コールマンは凄まじい勢いでまくし立てた。「5週間、出来る限りの最善を尽くした。5週間毎日練習して、最高のコンディションを作り上げてきたよ。今回は勝つ自信がある。コンディションも最高だ。俺はチャンピオンに戻る事を考えている!」。自信に満ち溢れた表情、上気した顔。これほどのやる気に満ちた、試合前からエキサイトしたコールマンは見た事がない。彼を見ていると、「必ずミルコをテイクダウンする。そしてパウンドで決める。すぐに試合を終わらせる」という言葉は現実味を帯びてくる。

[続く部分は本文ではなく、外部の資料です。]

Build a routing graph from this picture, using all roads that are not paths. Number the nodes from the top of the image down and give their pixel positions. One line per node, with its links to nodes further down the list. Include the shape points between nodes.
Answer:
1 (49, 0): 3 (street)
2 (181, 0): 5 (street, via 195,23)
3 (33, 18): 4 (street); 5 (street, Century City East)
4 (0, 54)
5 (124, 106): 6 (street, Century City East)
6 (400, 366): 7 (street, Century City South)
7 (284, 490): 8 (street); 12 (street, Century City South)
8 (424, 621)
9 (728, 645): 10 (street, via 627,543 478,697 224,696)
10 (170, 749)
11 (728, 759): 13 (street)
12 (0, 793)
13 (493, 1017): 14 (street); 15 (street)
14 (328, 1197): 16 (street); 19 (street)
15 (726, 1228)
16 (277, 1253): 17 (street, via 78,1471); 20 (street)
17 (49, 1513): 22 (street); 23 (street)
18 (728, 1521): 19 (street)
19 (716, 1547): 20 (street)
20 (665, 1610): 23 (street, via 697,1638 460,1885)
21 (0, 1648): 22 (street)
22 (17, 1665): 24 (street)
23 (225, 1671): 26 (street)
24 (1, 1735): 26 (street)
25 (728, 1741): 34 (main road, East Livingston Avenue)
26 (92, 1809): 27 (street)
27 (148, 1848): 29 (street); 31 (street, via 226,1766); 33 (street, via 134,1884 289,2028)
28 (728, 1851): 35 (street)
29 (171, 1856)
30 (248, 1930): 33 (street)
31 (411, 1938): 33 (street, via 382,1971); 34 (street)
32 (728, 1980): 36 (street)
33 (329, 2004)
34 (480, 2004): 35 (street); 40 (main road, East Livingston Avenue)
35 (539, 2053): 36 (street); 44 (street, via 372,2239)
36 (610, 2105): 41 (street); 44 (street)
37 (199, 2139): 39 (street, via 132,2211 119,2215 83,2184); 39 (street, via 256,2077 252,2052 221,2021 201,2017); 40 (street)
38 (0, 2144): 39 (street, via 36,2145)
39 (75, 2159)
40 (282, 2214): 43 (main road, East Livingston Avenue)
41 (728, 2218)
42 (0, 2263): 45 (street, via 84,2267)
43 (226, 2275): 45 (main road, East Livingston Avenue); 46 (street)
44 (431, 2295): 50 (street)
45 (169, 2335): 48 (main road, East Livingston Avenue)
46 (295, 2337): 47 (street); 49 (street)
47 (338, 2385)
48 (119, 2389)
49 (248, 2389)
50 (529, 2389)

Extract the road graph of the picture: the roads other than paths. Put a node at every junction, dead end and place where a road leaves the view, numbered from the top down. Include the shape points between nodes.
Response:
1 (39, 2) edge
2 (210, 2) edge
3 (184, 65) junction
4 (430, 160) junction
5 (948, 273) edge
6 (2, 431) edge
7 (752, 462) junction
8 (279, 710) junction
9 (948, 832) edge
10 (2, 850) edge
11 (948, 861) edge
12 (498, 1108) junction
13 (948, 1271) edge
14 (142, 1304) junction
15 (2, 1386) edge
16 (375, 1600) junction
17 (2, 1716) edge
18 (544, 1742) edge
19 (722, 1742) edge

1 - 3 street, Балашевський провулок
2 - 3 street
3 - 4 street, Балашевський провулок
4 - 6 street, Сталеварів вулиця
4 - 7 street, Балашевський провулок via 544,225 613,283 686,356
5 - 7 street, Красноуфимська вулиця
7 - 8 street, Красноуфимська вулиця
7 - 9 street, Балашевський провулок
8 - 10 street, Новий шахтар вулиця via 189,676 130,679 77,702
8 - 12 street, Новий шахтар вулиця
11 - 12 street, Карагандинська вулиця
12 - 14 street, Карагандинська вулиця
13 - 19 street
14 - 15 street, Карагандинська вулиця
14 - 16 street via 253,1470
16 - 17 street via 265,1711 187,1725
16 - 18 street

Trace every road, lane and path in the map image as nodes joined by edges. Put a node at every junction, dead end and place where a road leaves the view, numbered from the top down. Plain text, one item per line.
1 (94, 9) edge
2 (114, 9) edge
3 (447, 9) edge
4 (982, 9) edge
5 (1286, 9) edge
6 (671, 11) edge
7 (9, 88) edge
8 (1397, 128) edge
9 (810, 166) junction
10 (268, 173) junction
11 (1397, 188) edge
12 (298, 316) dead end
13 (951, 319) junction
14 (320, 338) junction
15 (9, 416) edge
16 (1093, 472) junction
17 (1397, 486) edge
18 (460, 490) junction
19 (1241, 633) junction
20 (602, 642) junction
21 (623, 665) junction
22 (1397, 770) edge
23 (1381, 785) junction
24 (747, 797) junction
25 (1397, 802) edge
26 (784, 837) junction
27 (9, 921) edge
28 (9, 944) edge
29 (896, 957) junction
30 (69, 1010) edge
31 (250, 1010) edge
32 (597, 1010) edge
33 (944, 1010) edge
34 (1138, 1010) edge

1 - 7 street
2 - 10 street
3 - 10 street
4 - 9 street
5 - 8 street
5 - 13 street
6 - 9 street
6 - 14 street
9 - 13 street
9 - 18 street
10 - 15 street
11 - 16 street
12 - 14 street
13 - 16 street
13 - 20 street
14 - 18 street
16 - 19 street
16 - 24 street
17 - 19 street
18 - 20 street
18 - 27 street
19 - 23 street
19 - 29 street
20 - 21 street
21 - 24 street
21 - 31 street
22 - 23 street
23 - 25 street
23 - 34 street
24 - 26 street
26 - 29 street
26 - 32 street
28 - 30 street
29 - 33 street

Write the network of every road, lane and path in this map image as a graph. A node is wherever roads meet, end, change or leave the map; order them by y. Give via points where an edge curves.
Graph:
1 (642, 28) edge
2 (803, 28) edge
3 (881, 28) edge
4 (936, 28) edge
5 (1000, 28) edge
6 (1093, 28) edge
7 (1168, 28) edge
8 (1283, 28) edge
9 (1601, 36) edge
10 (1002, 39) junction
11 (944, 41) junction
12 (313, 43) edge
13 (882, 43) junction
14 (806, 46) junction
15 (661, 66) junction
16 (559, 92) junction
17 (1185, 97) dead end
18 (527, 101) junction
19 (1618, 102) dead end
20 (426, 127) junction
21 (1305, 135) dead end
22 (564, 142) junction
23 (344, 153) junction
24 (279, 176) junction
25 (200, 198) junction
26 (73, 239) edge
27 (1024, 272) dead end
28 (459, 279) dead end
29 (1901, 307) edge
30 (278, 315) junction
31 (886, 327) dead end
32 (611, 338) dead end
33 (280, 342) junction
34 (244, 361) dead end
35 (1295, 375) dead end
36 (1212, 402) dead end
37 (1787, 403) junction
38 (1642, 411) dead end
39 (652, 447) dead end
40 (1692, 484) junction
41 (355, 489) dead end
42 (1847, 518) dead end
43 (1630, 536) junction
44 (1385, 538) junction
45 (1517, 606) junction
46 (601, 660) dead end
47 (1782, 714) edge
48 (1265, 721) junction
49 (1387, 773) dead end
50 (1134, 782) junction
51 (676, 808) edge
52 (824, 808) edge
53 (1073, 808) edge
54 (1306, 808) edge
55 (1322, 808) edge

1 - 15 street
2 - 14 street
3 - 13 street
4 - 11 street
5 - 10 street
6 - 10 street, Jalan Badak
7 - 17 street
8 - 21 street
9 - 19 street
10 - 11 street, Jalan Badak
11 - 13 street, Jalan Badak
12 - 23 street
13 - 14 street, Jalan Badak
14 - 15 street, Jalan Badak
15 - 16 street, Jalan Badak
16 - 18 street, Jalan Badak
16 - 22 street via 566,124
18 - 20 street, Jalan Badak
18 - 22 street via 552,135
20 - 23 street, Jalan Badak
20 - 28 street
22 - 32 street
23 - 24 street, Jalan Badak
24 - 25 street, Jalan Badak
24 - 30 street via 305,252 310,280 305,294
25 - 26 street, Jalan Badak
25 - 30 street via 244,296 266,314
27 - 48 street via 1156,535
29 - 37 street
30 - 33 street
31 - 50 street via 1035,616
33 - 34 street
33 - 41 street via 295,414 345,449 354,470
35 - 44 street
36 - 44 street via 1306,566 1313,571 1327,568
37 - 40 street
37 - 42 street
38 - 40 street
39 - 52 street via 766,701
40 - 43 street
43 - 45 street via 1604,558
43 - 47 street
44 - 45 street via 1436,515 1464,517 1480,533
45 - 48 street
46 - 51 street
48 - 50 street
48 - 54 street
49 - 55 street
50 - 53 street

ミルコからテイクダウンを奪ったウォーターマンよりレスリングのテクニックがあり、ミルコをKOしたランデルマンよりも体が大きいコールマン。ランデルマンと共に打倒ミルコ対策を練り、一度はランデルマンがミルコ攻略に成功した。UFC、そして第1回PRIDE GPを制したベテランが、再び頂点を目指して本気になった!
「ミルコを倒し、6月にヒョードルに挑戦する権利を奪ってやる」と言うコールマンに対し、「それは無理だろう」と否定するミルコ。悲願であるヘビー級王座奪取へ向けてミルコが豪快にアピールするのか、それともコールマンがそれを阻止するのか。最も危険なメインイベント、いよいよゴング!
コールマンはゲートに姿を現すと同時に、両手を叩きながら凄まじい形相で叫び声を上げる。花道を進むその表情も、気合い満点だ。リングインすると、ステップを踏んでリング上に大きな弧を描いた。ミルコは両手を広げ、ゆっくりと落ちついた表情でリングへ歩を進める。静と動。全く対照的な二人であった。リング上で向かい合うと、ミルコは真っ直ぐに見つめ、コールマンは落ち着きなく視線を動かす。